→ Problem statement: Starting with the line that has "middle mcp: (1037, 708)" in the records below and ending with the line that has "middle dip: (447, 366)", output those lines exactly and nothing more; omit the pictures.

→ Material supplied:
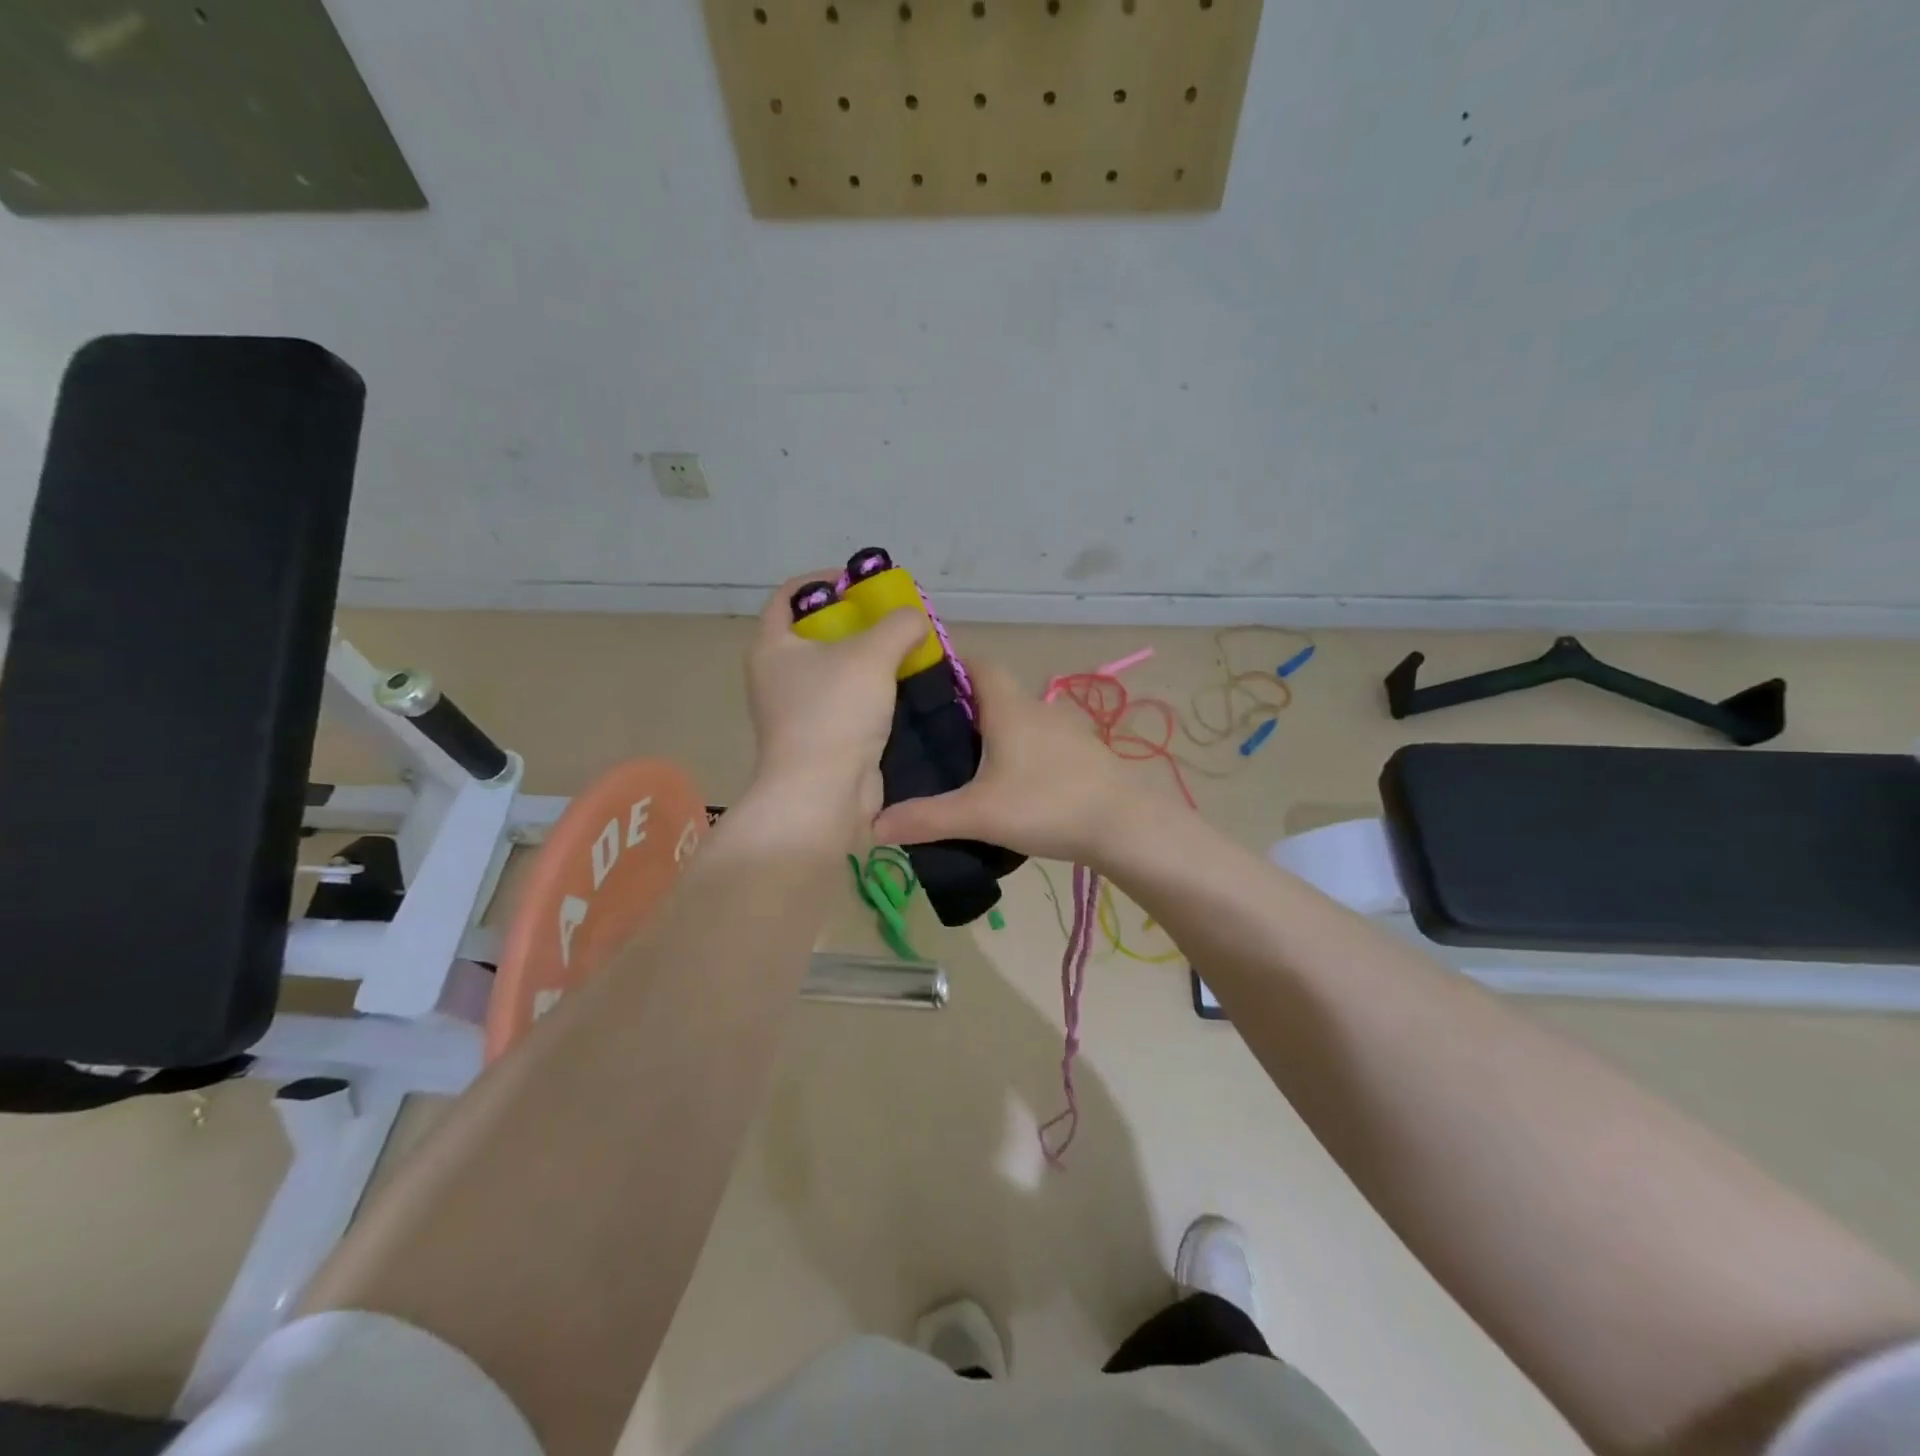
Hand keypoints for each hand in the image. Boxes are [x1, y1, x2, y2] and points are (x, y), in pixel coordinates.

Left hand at [745, 572, 929, 826]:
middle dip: (857, 623)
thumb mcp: (872, 654)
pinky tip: (904, 692)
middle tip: (894, 621)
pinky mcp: (821, 740)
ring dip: (869, 661)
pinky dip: (873, 695)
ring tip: (908, 653)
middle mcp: (778, 677)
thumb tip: (915, 618)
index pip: (789, 596)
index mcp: (772, 647)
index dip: (824, 581)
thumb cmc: (835, 713)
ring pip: (836, 672)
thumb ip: (899, 625)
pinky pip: (848, 704)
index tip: (862, 583)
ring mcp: (798, 712)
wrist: (822, 794)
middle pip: (817, 634)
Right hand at [872, 660, 1151, 865]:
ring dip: (993, 732)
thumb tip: (873, 825)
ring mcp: (1066, 731)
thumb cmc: (1048, 805)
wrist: (1126, 826)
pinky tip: (1010, 785)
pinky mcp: (1083, 755)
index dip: (949, 664)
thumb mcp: (979, 814)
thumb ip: (925, 819)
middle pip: (994, 693)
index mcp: (1009, 707)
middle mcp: (1037, 708)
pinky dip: (1019, 752)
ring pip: (1019, 719)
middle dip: (963, 706)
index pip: (977, 663)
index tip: (920, 683)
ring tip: (964, 763)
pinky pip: (1040, 742)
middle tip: (929, 734)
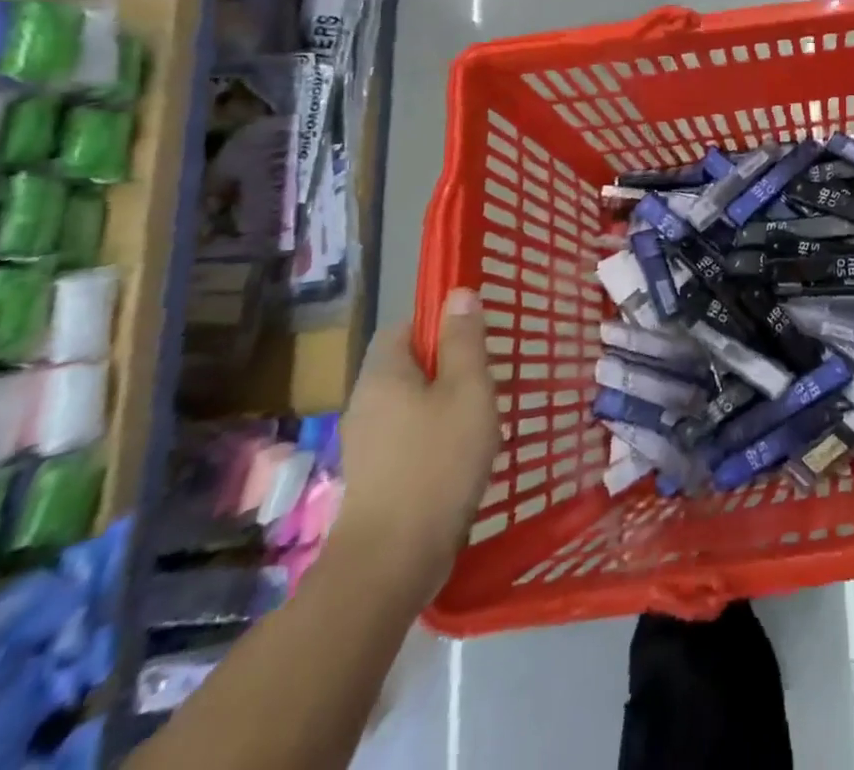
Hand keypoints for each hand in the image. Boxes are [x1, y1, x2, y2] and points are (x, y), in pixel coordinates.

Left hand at [330, 289, 497, 604]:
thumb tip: (458, 294)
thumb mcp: (467, 389)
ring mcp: (366, 443)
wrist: (393, 559)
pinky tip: (462, 454)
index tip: (475, 338)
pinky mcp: (375, 477)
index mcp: (383, 374)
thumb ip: (464, 340)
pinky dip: (435, 435)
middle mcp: (366, 402)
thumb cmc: (438, 460)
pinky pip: (408, 436)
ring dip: (444, 403)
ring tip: (482, 418)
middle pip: (407, 365)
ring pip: (410, 403)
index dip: (438, 323)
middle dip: (447, 366)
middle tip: (488, 378)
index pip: (404, 327)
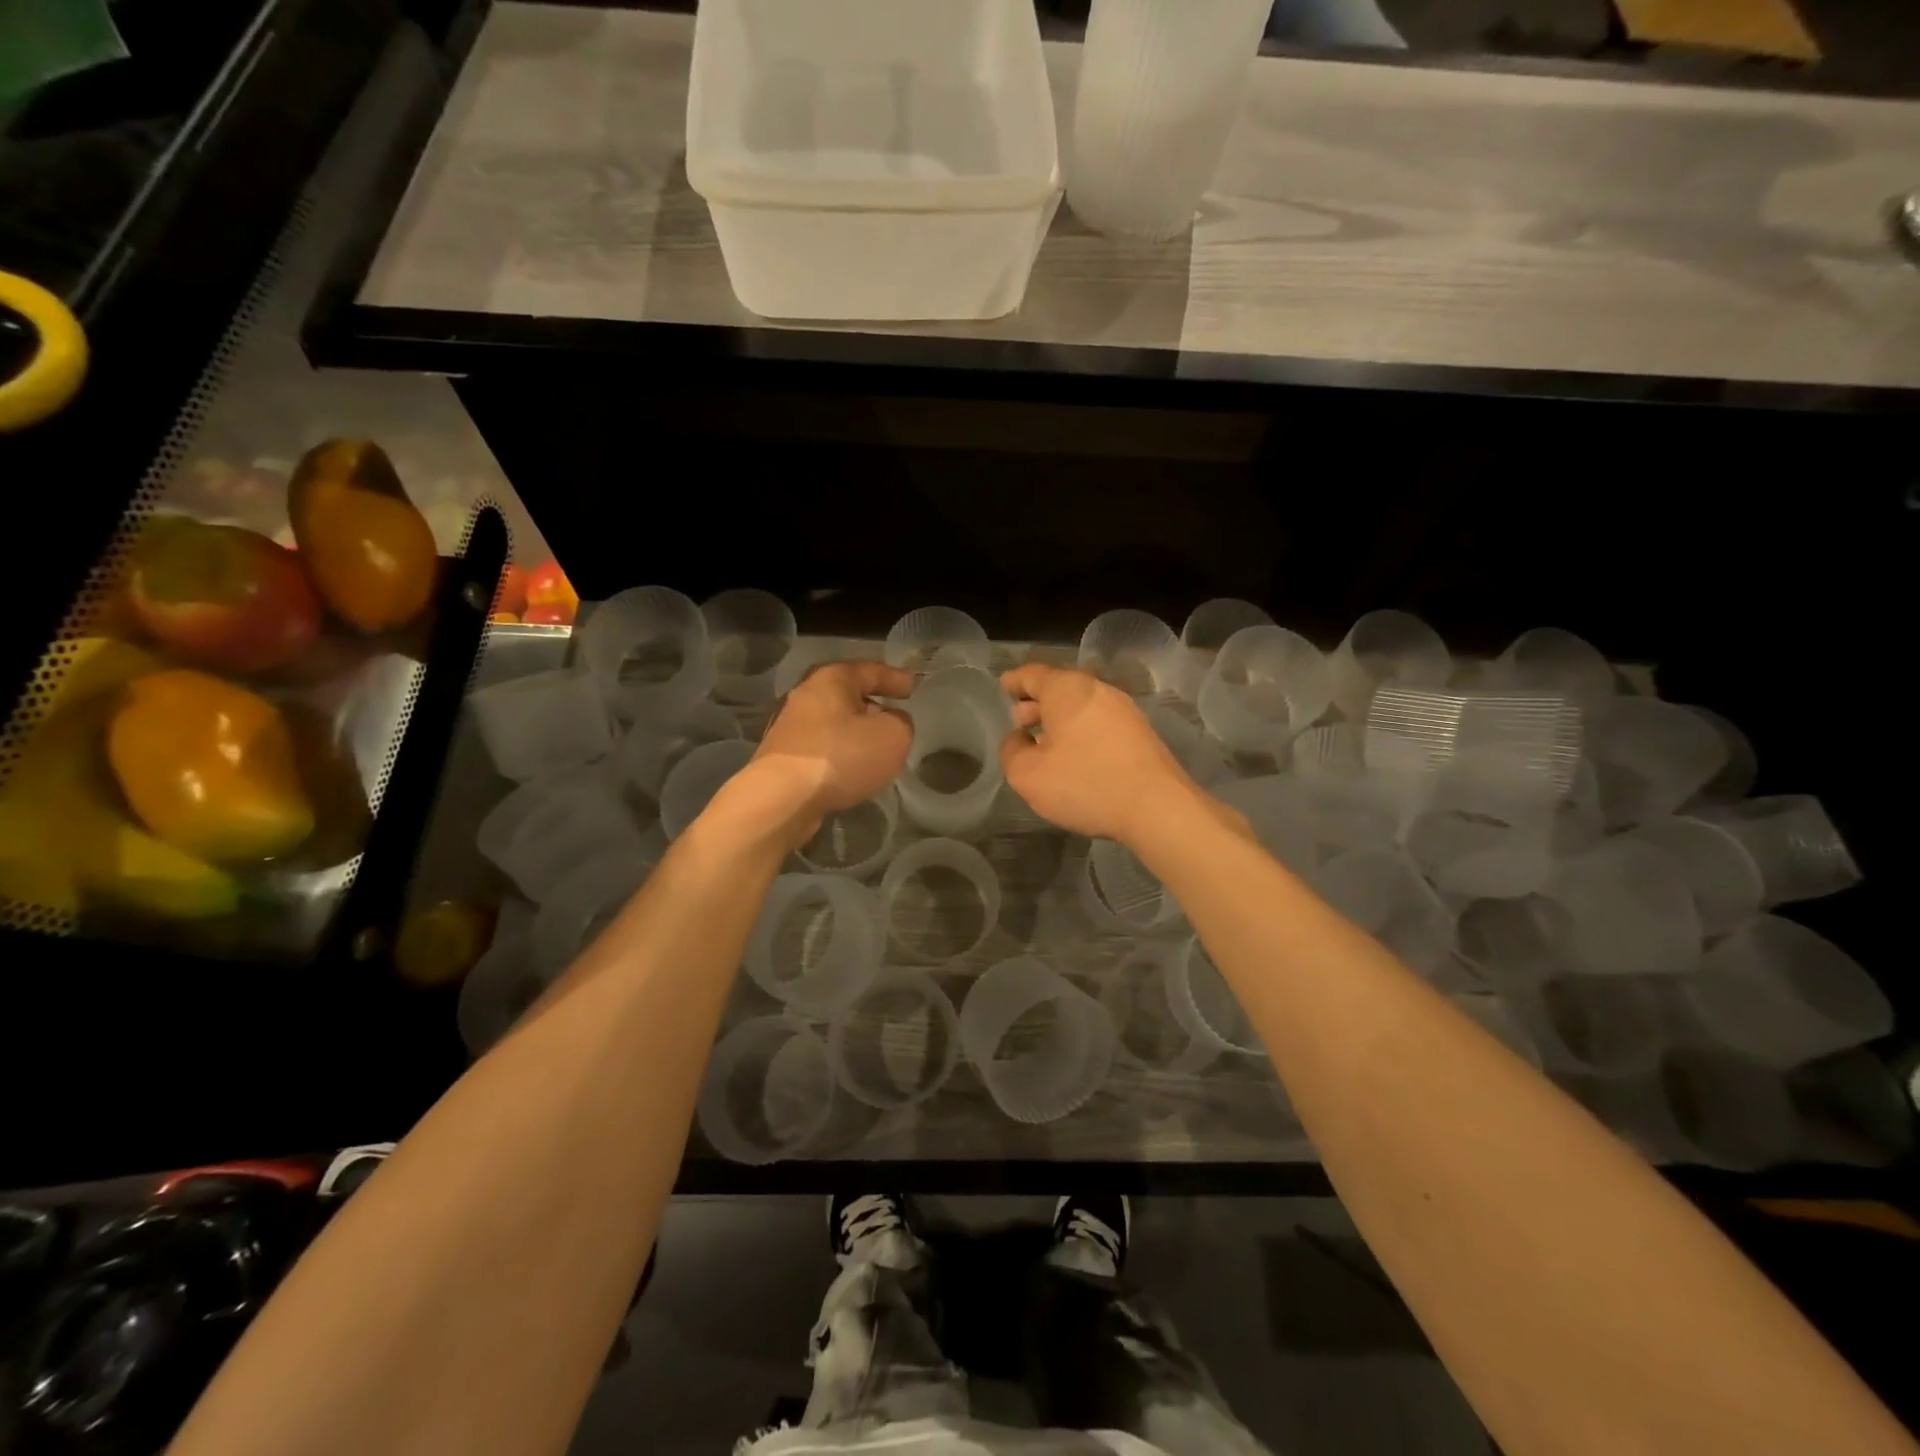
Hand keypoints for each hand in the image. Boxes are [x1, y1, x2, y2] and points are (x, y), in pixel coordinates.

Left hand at [728, 661, 913, 846]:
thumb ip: (901, 722)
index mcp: (832, 679)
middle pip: (847, 694)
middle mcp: (806, 695)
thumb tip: (891, 722)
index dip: (894, 678)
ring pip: (833, 722)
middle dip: (872, 704)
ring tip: (875, 747)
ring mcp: (789, 726)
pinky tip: (851, 768)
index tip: (912, 687)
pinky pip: (821, 746)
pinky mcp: (782, 755)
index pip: (871, 670)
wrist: (782, 799)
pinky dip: (839, 752)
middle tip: (894, 717)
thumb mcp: (893, 736)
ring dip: (854, 731)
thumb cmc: (841, 756)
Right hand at [998, 664, 1197, 844]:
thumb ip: (1012, 751)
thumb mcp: (1027, 774)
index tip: (1003, 686)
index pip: (1033, 675)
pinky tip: (1076, 755)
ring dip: (1060, 719)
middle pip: (1060, 688)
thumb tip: (1019, 739)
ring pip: (1082, 705)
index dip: (1014, 681)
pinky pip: (1100, 722)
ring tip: (1045, 740)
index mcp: (1067, 689)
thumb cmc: (1084, 783)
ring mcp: (1124, 710)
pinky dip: (1081, 731)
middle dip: (1037, 702)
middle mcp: (1098, 689)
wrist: (1157, 807)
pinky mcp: (1141, 733)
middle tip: (1020, 721)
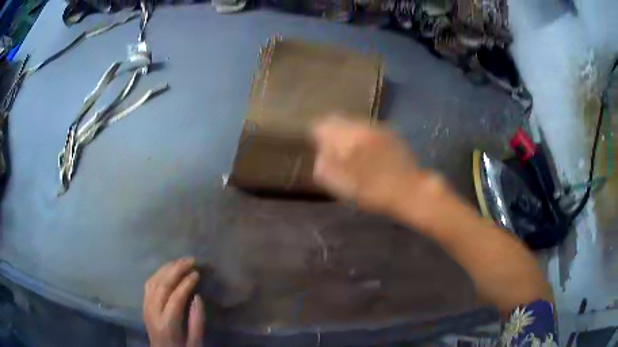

→ Answer to this exercise:
middle mcp: (1037, 708)
pinky dip: (1019, 752)
ring pip: (1019, 719)
middle dip: (963, 706)
index pip: (977, 663)
index tip: (920, 683)
ring tip: (964, 763)
pinky pip: (1040, 742)
middle tip: (929, 734)
Hand keypoints for each hand in the image. Boxes are [x1, y1, x2, y2] and points are (x, y), in pixel coordinates.

Left hand at [330, 289, 497, 604]:
thumb tip: (458, 294)
thumb mcp: (467, 389)
ring mcp: (366, 443)
wrist: (393, 559)
pinky tip: (462, 454)
index tip: (475, 338)
pinky mcp: (375, 477)
index mcp: (383, 374)
thumb ip: (464, 340)
pinky dip: (435, 435)
middle mcp: (366, 402)
thumb cmc: (438, 460)
pinky pip: (408, 436)
ring dip: (444, 403)
ring tip: (482, 418)
middle pip: (407, 365)
ring pip: (410, 403)
index dip: (438, 323)
middle dip: (447, 366)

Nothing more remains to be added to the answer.